ATTY. OLIVER O. LOZANO and ATTY. EVANGELINE J. LOZANO-ENDRIANO, and LOUIS “BAROK” C. BIRAOGO, Petitioners, vs. SPEAKER PROSPERO C. NOGRALES, Respondent.
FACTS
Petitioners, as citizens and taxpayers, filed separate petitions seeking the nullification of House Resolution No. 1109. This Resolution called upon members of Congress to convene for the purpose of considering proposals to amend or revise the Constitution upon a three-fourths vote. The petitions essentially asked the Supreme Court to definitively interpret Section 1, Article XVII of the Constitution, which outlines the procedure for constitutional change, and to prevent the House from proceeding under the Resolution.
ISSUE
Whether the petitions present a justiciable controversy ripe for judicial review.
RULING
The Supreme Court En Banc dismissed the petitions for lack of a justiciable controversy, emphasizing the core limitations of judicial power. The Court’s authority to review is confined to actual cases and controversies involving legal rights that have been adversely affected. The petitions failed to overcome the threshold requirements of ripeness and locus standi.
On ripeness, the Court ruled that the act challenged-House Resolution No. 1109-was merely a preparatory step. It only resolved to convene at a future time; no actual convention had transpired, no rules were adopted, and no concrete proposal had been made. The Resolution constituted an “uncertain contingent future event” that may not occur as anticipated.
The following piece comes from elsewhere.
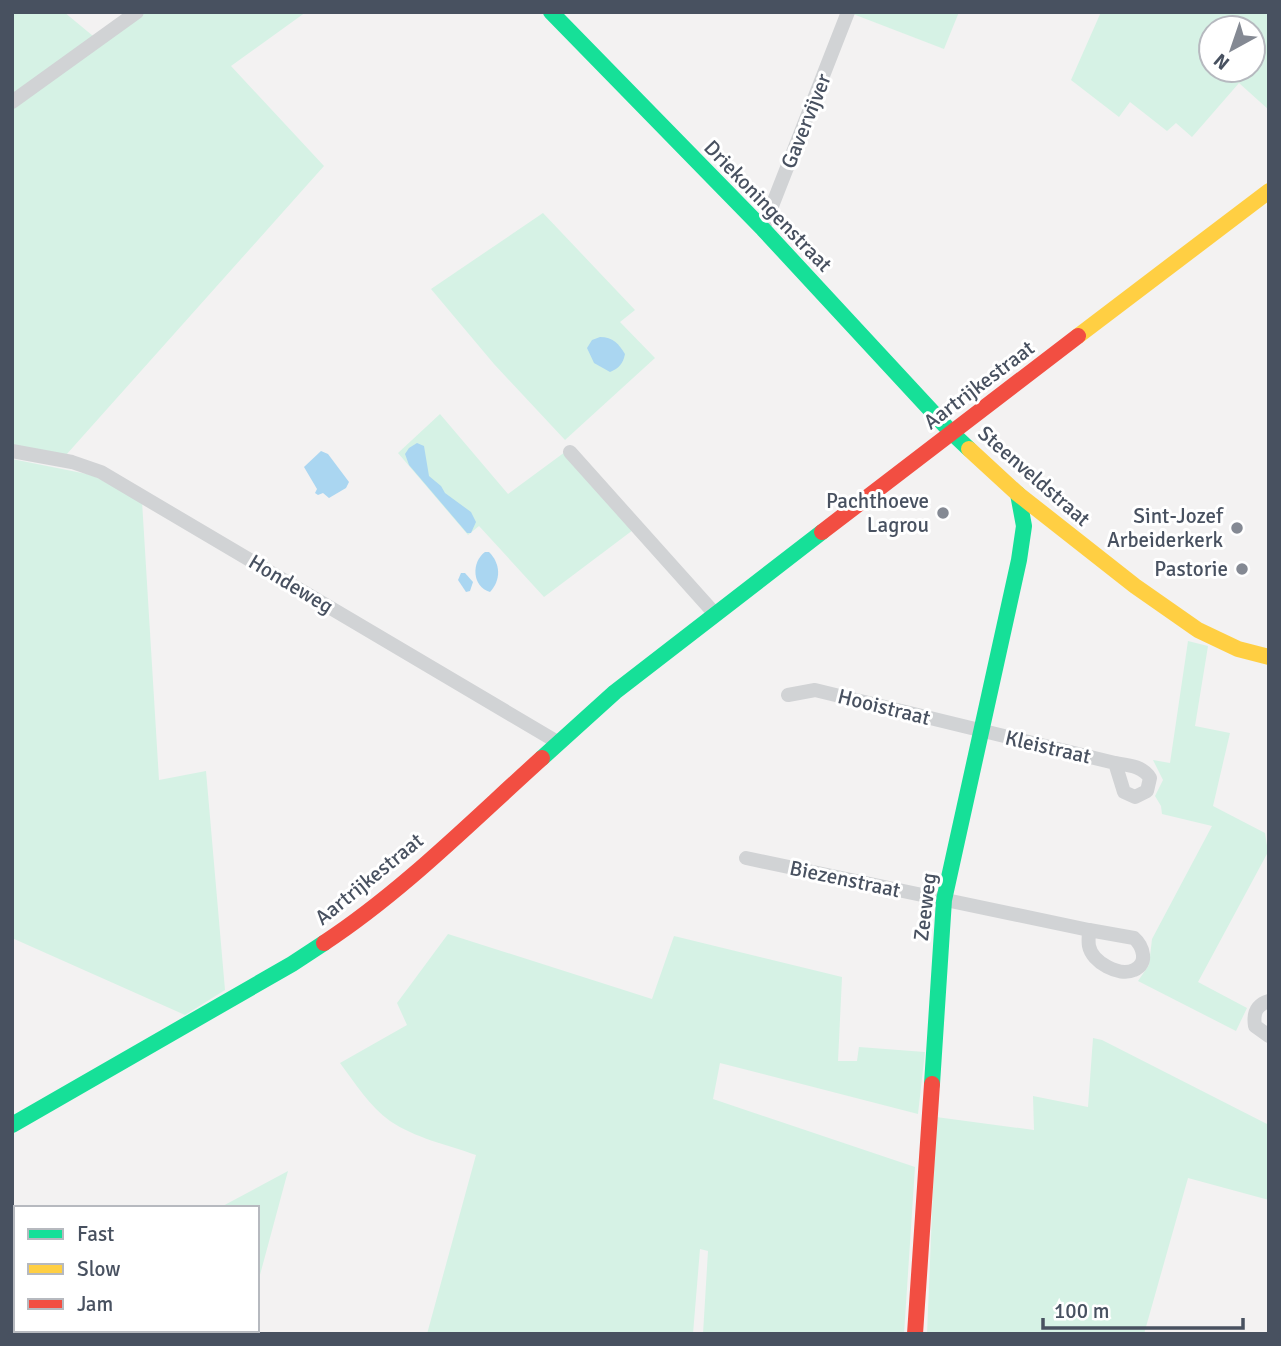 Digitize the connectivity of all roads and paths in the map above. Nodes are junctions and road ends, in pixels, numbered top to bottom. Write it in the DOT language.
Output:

Following precedent, such as Tan v. Macapagal, the judiciary cannot intervene until a positive, concrete act of constitutional amendment has been performed. Premature adjudication would require the Court to rule on abstract, hypothetical questions, which it is prohibited from doing.
On locus standi, petitioners failed to demonstrate the requisite personal and direct injury. They did not show any actual or threatened harm traceable to the Resolution that would likely be redressed by the Court’s intervention. While the Court has adopted a liberal stance on standing for issues of transcendental importance, such liberality cannot be invoked where, as here, no actual controversy exists. The Court underscored that judicial review is potent precisely because it is not available for abstract disputes but is exercised only to remedy a specific, concrete injury. Consequently, the petitions were dismissed for being premature and unripe for adjudication.